Every line of the following records that includes "спуск" should be copied.

++++ INFORMATION PROVIDED ++++

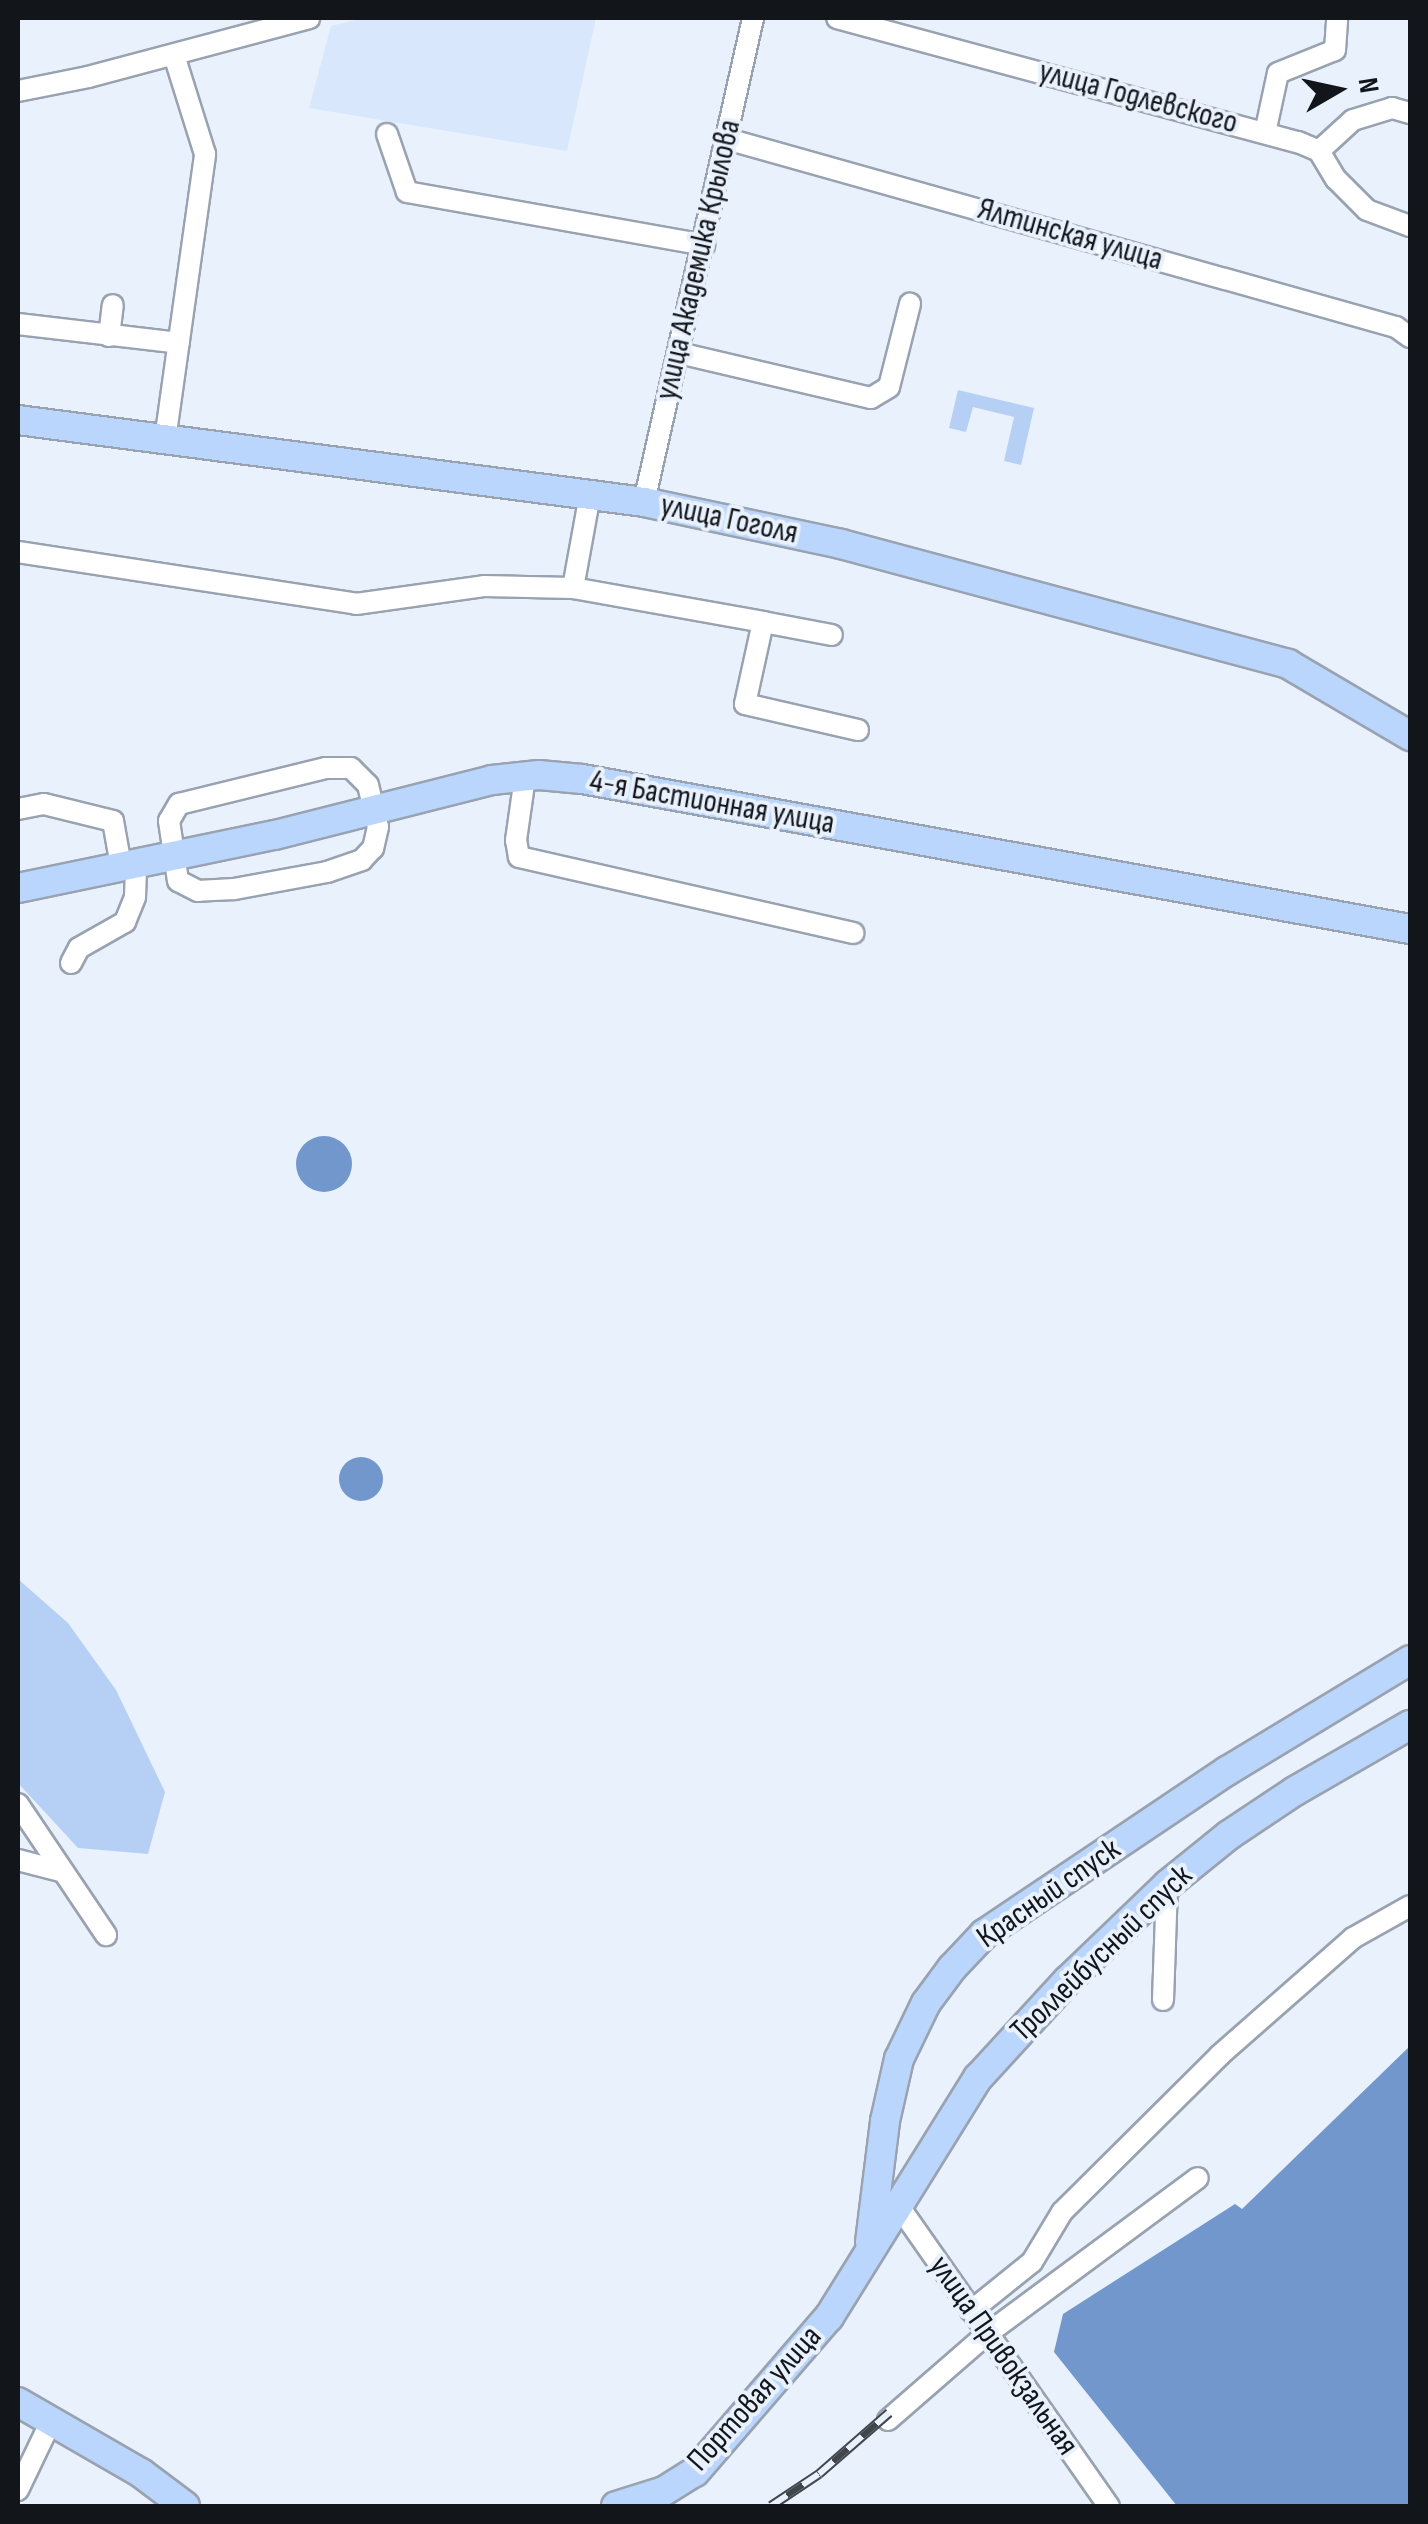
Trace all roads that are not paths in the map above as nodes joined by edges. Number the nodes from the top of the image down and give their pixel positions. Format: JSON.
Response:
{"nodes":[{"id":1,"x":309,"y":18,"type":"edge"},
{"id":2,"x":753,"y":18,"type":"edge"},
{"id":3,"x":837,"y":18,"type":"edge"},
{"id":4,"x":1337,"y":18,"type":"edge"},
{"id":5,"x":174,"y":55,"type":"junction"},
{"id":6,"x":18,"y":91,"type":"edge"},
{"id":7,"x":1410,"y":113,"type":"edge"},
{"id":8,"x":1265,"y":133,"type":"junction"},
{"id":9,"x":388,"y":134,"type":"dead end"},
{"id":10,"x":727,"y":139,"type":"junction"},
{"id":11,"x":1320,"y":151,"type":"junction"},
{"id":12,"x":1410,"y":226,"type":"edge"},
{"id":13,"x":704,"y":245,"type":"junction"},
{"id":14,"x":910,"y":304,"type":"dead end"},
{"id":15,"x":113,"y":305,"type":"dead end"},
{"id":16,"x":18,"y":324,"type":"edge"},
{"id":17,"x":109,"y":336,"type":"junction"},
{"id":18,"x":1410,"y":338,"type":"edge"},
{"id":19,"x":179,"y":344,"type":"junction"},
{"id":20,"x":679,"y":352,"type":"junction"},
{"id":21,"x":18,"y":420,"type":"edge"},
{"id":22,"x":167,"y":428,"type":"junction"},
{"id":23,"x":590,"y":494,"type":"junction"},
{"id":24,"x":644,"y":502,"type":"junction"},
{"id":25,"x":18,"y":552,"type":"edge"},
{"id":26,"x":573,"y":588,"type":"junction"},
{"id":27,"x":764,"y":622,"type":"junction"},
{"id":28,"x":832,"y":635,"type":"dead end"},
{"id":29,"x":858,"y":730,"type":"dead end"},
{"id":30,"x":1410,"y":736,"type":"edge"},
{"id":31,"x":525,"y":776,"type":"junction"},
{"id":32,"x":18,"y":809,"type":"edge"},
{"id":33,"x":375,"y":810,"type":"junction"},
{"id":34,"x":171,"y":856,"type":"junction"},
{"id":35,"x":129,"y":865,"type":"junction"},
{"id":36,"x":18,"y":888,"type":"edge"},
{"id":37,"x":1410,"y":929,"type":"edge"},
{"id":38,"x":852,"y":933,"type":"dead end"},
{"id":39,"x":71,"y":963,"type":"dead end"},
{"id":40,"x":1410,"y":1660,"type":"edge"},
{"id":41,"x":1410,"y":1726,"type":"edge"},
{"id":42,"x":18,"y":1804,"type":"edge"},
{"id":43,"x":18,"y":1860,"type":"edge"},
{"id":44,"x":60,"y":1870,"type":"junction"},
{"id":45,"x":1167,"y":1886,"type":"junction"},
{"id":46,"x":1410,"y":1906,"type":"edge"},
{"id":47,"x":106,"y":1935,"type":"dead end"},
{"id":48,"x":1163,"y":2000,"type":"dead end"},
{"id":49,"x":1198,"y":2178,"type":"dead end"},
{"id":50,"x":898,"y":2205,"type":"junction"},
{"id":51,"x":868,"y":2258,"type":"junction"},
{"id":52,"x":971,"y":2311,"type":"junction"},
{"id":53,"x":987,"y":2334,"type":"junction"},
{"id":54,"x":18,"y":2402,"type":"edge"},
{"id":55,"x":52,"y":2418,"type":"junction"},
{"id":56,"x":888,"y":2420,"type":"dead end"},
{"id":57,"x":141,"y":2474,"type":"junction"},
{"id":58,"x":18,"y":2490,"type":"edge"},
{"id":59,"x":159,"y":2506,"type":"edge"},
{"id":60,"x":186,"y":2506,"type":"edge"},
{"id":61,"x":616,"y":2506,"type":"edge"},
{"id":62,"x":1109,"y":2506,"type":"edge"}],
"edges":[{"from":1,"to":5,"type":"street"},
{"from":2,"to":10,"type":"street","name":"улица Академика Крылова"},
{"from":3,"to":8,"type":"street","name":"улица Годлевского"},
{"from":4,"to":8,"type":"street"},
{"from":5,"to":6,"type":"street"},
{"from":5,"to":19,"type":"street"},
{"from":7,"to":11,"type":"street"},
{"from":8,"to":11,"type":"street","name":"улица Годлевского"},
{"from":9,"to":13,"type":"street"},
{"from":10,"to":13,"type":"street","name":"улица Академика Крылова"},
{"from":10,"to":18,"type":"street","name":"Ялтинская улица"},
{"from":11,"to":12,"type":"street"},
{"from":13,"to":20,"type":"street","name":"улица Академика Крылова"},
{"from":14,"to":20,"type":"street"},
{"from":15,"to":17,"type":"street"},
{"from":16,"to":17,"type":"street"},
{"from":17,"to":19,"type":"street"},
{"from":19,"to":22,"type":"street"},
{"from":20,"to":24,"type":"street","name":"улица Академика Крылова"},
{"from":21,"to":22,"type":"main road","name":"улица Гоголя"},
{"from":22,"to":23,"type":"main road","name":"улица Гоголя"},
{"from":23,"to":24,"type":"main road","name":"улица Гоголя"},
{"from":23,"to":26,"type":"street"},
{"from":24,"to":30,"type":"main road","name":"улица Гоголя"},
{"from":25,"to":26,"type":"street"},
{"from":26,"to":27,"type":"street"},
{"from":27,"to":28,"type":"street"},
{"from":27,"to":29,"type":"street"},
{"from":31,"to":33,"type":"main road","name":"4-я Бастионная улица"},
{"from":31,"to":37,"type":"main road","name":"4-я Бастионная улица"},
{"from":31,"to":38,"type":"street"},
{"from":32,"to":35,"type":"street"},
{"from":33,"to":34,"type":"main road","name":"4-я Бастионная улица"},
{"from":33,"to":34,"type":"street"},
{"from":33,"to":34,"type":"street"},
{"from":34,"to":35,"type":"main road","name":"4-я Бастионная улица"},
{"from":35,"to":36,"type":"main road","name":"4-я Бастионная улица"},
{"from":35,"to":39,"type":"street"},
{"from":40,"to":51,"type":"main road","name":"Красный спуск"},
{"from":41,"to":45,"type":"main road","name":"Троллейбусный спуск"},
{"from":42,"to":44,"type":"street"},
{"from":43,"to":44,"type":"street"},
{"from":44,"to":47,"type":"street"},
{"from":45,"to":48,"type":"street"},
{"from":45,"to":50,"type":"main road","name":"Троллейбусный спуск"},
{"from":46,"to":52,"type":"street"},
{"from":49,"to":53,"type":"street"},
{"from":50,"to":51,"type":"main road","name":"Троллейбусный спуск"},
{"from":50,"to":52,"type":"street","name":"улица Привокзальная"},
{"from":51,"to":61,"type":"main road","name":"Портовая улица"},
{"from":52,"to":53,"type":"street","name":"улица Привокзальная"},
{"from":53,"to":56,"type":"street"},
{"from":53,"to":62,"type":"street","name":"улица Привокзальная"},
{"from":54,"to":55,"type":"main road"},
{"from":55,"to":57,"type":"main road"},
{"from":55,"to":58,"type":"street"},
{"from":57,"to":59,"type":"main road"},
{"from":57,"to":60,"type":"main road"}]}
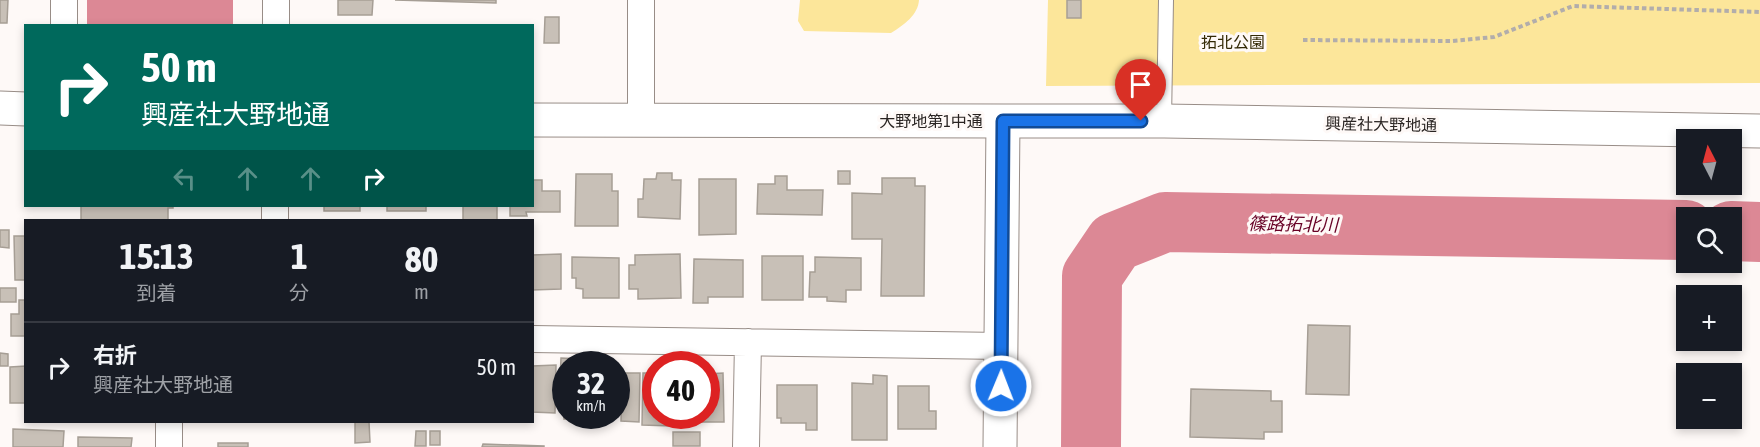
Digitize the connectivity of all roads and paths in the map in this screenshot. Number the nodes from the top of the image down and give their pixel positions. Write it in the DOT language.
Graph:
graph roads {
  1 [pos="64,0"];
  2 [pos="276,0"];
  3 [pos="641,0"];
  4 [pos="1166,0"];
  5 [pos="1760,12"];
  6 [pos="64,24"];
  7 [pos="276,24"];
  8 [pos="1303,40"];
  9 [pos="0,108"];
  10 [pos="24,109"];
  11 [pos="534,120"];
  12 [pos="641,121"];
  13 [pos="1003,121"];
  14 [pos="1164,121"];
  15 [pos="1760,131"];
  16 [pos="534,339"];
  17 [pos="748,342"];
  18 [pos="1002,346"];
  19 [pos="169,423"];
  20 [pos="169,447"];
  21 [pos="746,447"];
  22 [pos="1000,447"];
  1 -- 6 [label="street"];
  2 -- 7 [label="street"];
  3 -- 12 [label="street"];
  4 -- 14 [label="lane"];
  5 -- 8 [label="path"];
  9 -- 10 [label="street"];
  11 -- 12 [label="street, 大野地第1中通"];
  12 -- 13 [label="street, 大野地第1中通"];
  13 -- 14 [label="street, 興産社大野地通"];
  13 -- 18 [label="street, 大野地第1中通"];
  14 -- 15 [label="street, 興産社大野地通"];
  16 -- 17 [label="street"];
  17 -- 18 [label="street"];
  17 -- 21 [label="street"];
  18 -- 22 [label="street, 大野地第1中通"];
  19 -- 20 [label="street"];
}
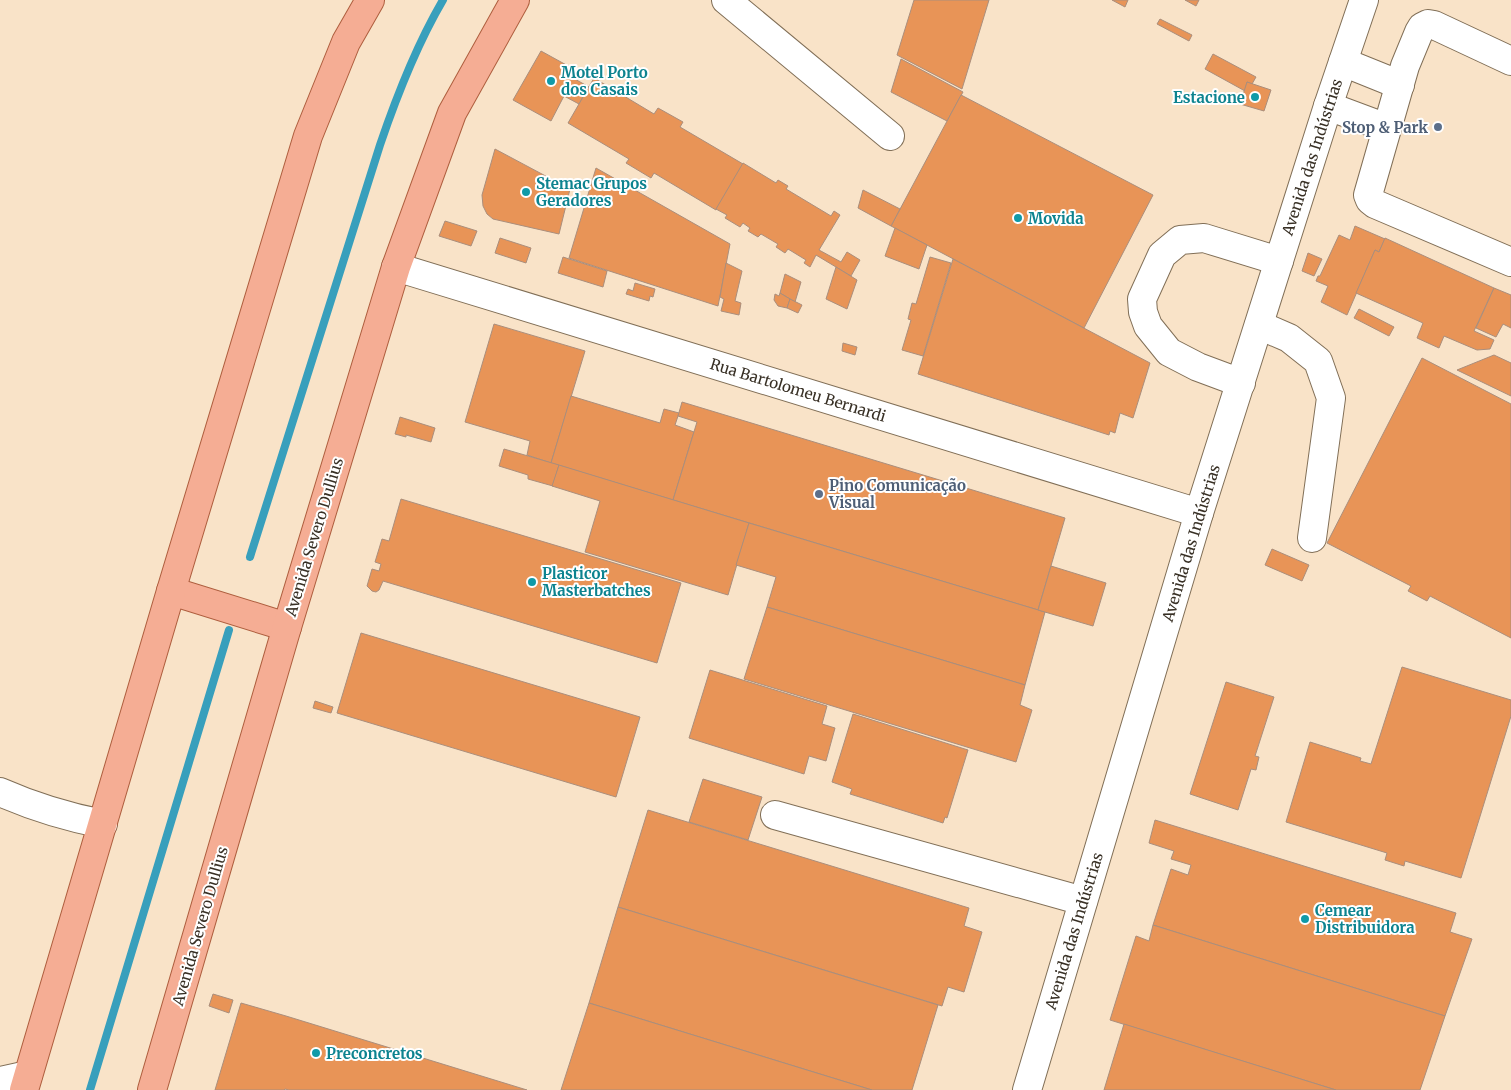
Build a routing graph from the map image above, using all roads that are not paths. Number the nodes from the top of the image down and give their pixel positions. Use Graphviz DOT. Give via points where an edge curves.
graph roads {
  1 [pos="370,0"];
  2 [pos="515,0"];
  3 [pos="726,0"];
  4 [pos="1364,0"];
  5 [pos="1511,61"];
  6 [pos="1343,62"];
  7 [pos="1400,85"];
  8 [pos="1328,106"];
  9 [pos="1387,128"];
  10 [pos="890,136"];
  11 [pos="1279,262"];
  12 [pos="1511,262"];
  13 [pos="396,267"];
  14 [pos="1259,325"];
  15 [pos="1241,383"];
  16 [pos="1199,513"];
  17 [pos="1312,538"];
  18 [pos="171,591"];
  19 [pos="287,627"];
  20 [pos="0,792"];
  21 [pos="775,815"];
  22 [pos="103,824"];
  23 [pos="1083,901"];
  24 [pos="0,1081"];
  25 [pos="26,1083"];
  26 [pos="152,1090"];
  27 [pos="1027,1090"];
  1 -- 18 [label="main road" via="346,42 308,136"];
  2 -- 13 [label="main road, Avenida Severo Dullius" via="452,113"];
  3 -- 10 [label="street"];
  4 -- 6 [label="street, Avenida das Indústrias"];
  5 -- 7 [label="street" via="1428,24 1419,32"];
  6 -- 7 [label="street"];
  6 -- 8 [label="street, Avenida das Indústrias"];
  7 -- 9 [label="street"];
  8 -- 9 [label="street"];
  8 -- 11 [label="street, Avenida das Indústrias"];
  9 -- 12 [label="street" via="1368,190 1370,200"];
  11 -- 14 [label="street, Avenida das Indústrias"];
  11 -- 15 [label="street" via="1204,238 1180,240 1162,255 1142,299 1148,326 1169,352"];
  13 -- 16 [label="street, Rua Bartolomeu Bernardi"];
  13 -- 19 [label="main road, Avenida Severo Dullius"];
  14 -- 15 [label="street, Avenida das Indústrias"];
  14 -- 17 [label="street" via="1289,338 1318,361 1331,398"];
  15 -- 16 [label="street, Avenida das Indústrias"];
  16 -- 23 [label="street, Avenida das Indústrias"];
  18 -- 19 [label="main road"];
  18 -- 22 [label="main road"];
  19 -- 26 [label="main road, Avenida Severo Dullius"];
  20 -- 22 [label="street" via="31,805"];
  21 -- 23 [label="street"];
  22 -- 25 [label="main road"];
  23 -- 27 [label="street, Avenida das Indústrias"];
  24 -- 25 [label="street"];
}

++++

ANSWER SPACE =
{"from":40,"to":51,"type":"main road","name":"Красный спуск"},
{"from":41,"to":45,"type":"main road","name":"Троллейбусный спуск"},
{"from":45,"to":50,"type":"main road","name":"Троллейбусный спуск"},
{"from":50,"to":51,"type":"main road","name":"Троллейбусный спуск"},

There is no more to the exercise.